От этой улыбки в душе водителя расцвели прекрасные цветы.
– Кстати, с праздником вас… – Смущенно добавила она.
– Да? А какой праздник? – Удивился Арслан.
– День Всех Влюбленных, – негромко произнесла женщина и через плечо покосилась на собственную ученицу.
Но той и дела не было до разговора взрослых, она отправляла кому-то сообщение с десятком алых сердечек.
– Влюбленных? – Переспросил Арслан. – А, точно. Я слышал такое.
Мужчина крепче вцепился в руль. «День Всех Влюбленных. Хм. Это точно какой-то знак».
11
Наташа не очень-то жаловала День Святого Валентина. В школе в этот праздник обычно царил ужасный кавардак. В холле ставили огромный ящик для писем и валентинок, и возле него всегда толпилась куча народа. Ученики подходили, кидали туда свои послания, шумели, смеялись, что-то обсуждали, а потом, прямо посреди уроков, ответственные за мероприятие старшеклассники ходили по кабинетам и разносили получателям эту «почту».
Наташе не нравилась суматоха вокруг валентинок, не нравился ажиотаж среди одноклассниц, не нравились все эти ленты, сердечки, цветы, которыми украшали коридоры и холл. И не нравилось настроение, которое царило в учебном заведении: все словно помешались на этом празднике!
Девочки ни о чем другом не могли думать, кроме этих глупых посланий. Ждали их с лихорадочным безумием в глазах, а получив, едва не визжали от радости. Хотя чему было радоваться? Всё равно половина посланий была от их же подруг. А некоторые вообще отправляли кучу валентинок самим себе: например, староста класса Анжелика Пузырская так и делала.
Она была не самой симпатичной девочкой, и мальчишки не подписывали ей открыток. Анжелика этого очень стеснялась, особенно того момента, когда приходили старшеклассники, раздавали всем валентинки, а ей не доставалось ничего.

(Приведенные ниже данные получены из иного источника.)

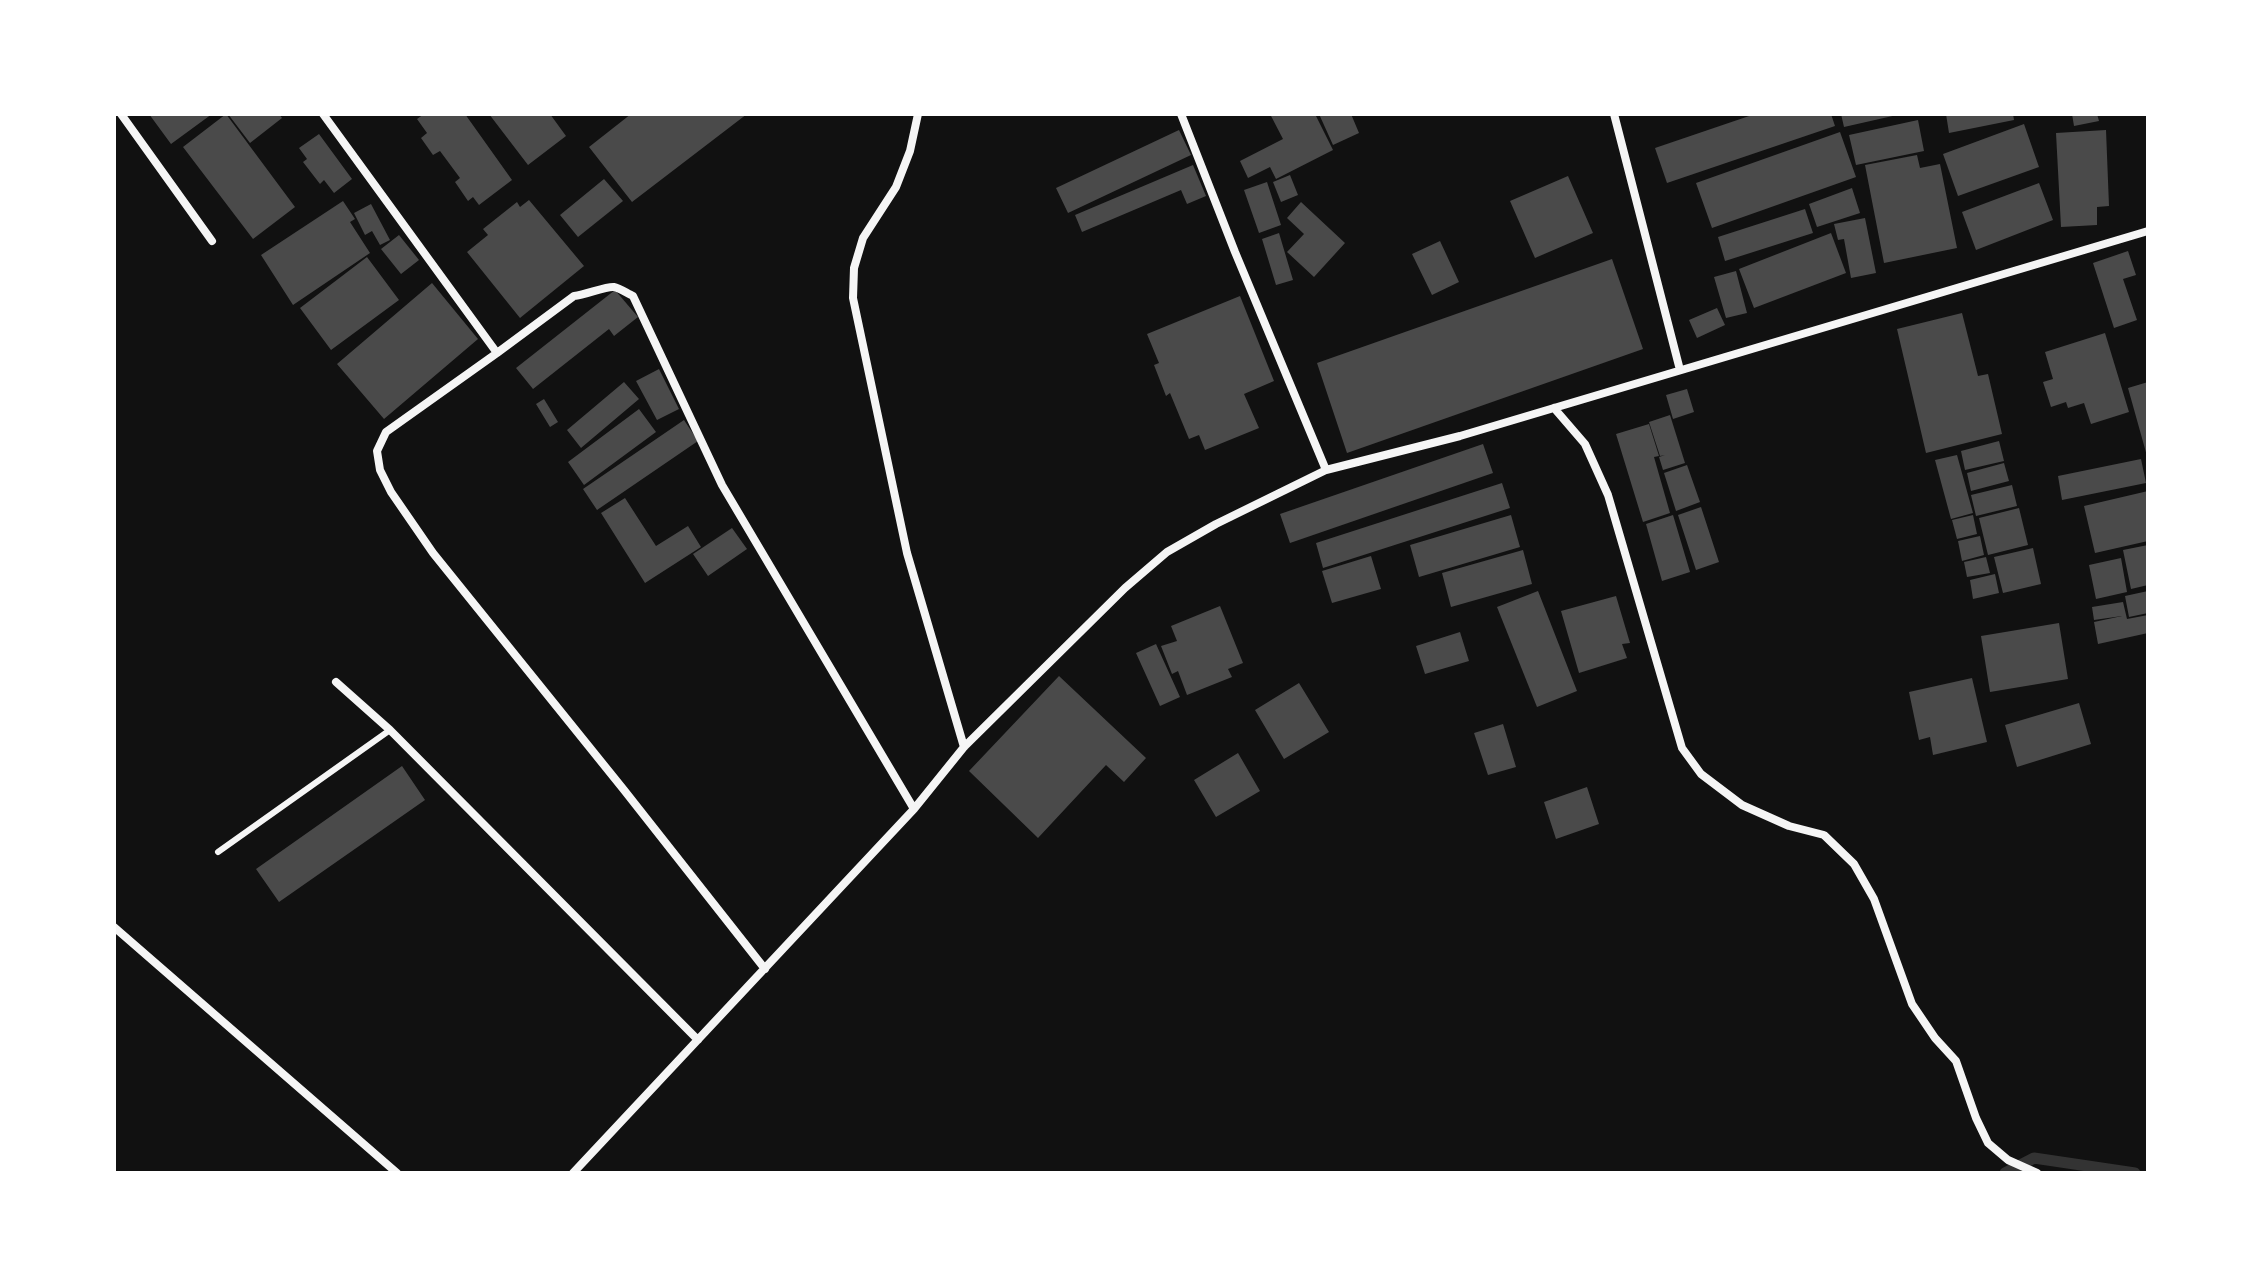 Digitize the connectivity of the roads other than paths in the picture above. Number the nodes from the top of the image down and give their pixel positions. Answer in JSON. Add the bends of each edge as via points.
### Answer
{"nodes":[{"id":1,"x":121,"y":114,"type":"edge"},
{"id":2,"x":323,"y":114,"type":"edge"},
{"id":3,"x":918,"y":114,"type":"edge"},
{"id":4,"x":1181,"y":114,"type":"edge"},
{"id":5,"x":1614,"y":114,"type":"edge"},
{"id":6,"x":2148,"y":231,"type":"edge"},
{"id":7,"x":212,"y":241,"type":"dead end"},
{"id":8,"x":497,"y":353,"type":"junction"},
{"id":9,"x":1680,"y":370,"type":"junction"},
{"id":10,"x":1554,"y":408,"type":"junction"},
{"id":11,"x":1326,"y":470,"type":"junction"},
{"id":12,"x":336,"y":682,"type":"dead end"},
{"id":13,"x":390,"y":730,"type":"junction"},
{"id":14,"x":964,"y":747,"type":"junction"},
{"id":15,"x":914,"y":809,"type":"junction"},
{"id":16,"x":218,"y":852,"type":"dead end"},
{"id":17,"x":114,"y":927,"type":"edge"},
{"id":18,"x":765,"y":969,"type":"junction"},
{"id":19,"x":698,"y":1040,"type":"junction"},
{"id":20,"x":397,"y":1173,"type":"edge"},
{"id":21,"x":573,"y":1173,"type":"edge"},
{"id":22,"x":2037,"y":1173,"type":"edge"}],
"edges":[{"from":1,"to":7,"type":"street"},
{"from":2,"to":8,"type":"street"},
{"from":3,"to":14,"type":"street","via":[[896,187],[863,238],[853,298],[907,553]]},
{"from":4,"to":11,"type":"street"},
{"from":5,"to":9,"type":"street"},
{"from":6,"to":9,"type":"street"},
{"from":8,"to":15,"type":"street","via":[[574,296],[614,287],[633,296],[722,485]]},
{"from":8,"to":18,"type":"street","via":[[386,432],[377,451],[380,470],[433,553]]},
{"from":9,"to":10,"type":"street"},
{"from":10,"to":11,"type":"street"},
{"from":10,"to":22,"type":"street","via":[[1585,444],[1608,495],[1682,748],[1701,774],[1742,805],[1824,835],[1854,864],[1874,899],[1912,1004],[1956,1061],[1988,1143],[2008,1160]]},
{"from":11,"to":14,"type":"street","via":[[1167,552]]},
{"from":12,"to":13,"type":"street"},
{"from":13,"to":16,"type":"lane"},
{"from":13,"to":19,"type":"street"},
{"from":14,"to":15,"type":"street"},
{"from":15,"to":18,"type":"street"},
{"from":17,"to":20,"type":"street"},
{"from":18,"to":19,"type":"street"},
{"from":19,"to":21,"type":"street"}]}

Однажды староста придумала, как поднять свой авторитет: на прошлый праздник купила в ближайшем универмаге пачку розовых сердец-открыток, подписала их своим корявым почерком и сунула в ящик.
Девочки охали и ахали: какой щедрый поклонник у Анжелики! И только Наташа молча качала головой. Она видела, как та накануне покупала эти картонные сердечки, а потом отправляла самой же себе, но никому об этом не рассказала, потому что в чём-то всё-таки понимала старосту.
Наташа тоже не отличалась особой красотой. Вроде не страшная, но и не миловидная. Без милых ямочек на щеках, что так шли юным нимфеткам, без вздернутого носика и пухлых алых губ. Простая, обыкновенная, даже серая. И что бы ни говорила мама, утешая её, сама Наташа прекрасно понимала – она была непримечательным середнячком, не лучше и не хуже других.
Конечно, она могла и подкрашиваться, и носить юбки покороче, чтобы привлечь больше внимания, и красить губы блеском, но ей всё же хотелось оставаться самой собой. Хотелось, чтобы, если уж ее и полюбили, то полюбили бы за ее истинный облик и за внутренний мир, а не за ухоженные ногти и безупречный макияж.
И всё же этот день тоже был для Наташи особенным. Сегодня она решила признаться в любви тому, кто ей очень-очень нравился. Да-да, девочка накануне подписала валентинку и теперь шла, сжимая ее в кармане и слыша, как гулко грохочет ее собственное сердце. Она переживала, что кто-нибудь может увидеть её с ней и будет потом смеяться, поэтому дождалась, когда прозвенит звонок, и только потом сунула валентинку в ящик.
Уже позже, сидя на уроке, она сто раз пожалела, что сделала это. Это было так глупо! Сознаться в том, в чем она раньше признавалась лишь своему дневнику – такому розовому, с ключиком, к которому даже маме с папой строго было запрещено прикасаться! Хорошо хоть, хватило ума не подписываться полным именем: в конце признания она поставила просто «Н», и теперь успокаивала себя тем, что объект ее симпатии может вовсе и не догадаться, что это она.